种质资源的鉴定是育种工作的基础,对种质间的亲缘关系和遗传多样性进行分析,有助于选配优质杂交亲本,选育具有杂种优势的后代株系。遗传相似系数矩阵揭示了子代与亲本之间的相似程度, 两亲本与子代间遗传相似系数为0.71~0.93,变幅不大,表明该杂交组合子代间的遗传多样性并不丰富[25],这不利于杂种优势品种的出现,后续研究中应选取具有较大遗传差异的植株进行杂交育种,以便获取杂种优势品种。而子代间遗传相似系数数值偏高,说明该杂交组合子代株系遗传基础趋向偏窄[26]。聚类分析图直观显示了杂交子代株系与双亲间遗传距离的远近,大部分子代株系表现为倾父本遗传,聚类分析鉴定结果与遗传相似系数鉴定结果一致。
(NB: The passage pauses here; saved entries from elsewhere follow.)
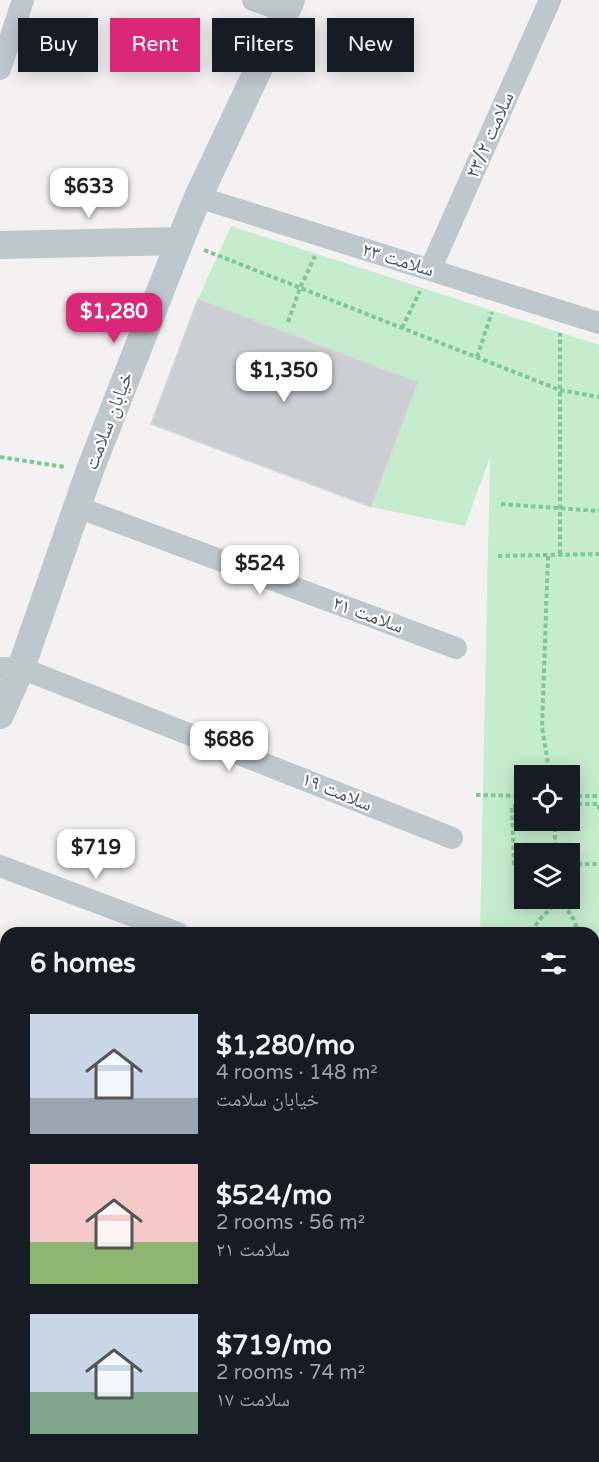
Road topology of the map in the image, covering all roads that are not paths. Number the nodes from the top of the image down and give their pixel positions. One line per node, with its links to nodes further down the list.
1 (23, 0): 5 (street)
2 (253, 0): 4 (street)
3 (550, 0): 9 (street, سلامت ۲۳/۲)
4 (288, 6): 6 (street, خیابان سلامت)
5 (0, 69)
6 (198, 197): 7 (street, خیابان سلامت); 9 (street, سلامت ۲۳)
7 (180, 241): 8 (street); 11 (street, خیابان سلامت)
8 (0, 245)
9 (430, 270): 10 (street, سلامت ۲۳)
10 (599, 323)
11 (77, 507): 12 (street, سلامت ۲۱); 13 (street, خیابان سلامت)
12 (456, 648)
13 (10, 668): 14 (street, خیابان سلامت); 15 (street, سلامت ۱۹)
14 (0, 715)
15 (452, 838)
16 (0, 866): 17 (street)
17 (162, 927)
但1、12、19 三株子代独立为2 个分支,并与父母本以及其余子代植株遗传距离较远,存在明显的遗传分离现象,其原因可能是子代发生了较大的基因突变或重组变异[18, 27]。
本研究中,子一代植株扩增出大量的父本特征带,子代偏向父本黄钻戒石斛遗传,这与大部分研究如林榕燕等[28]、李玉萍等[29]的研究中子代株系均表现为倾母本遗传的结果相反,说明较多的黄钻戒石斛遗传信息被导入子代个体中,表现出较为明显的倾父本遗传。经7 条引物共同鉴定,19 株子代株系均为真杂种,鉴定效率为100%,这与林榕燕等[26]基于SSR 标记和SRAP 标记对文心兰杂交后代进行真实性鉴定的鉴定效率一致,略高于铁皮石斛[30]、结缕草[31]、假俭草[32]、猕猴桃[33]等物种的鉴定效率。研究证明,iPBS 标记是鉴别杂种子代真实性的有效手段,可应用于植物种质资源的鉴定、亲缘关系的研究以及遗传多样性的分析等研究工作中。虽然一种分子标记可单独鉴别出所有杂种,但由于石斛属植物类群较大且遗传背景较复杂,仅凭一种标记鉴定可能还不够准确,在今后的研究中可增加形态学鉴定或者联合多标记鉴定来辅助进行杂种鉴定。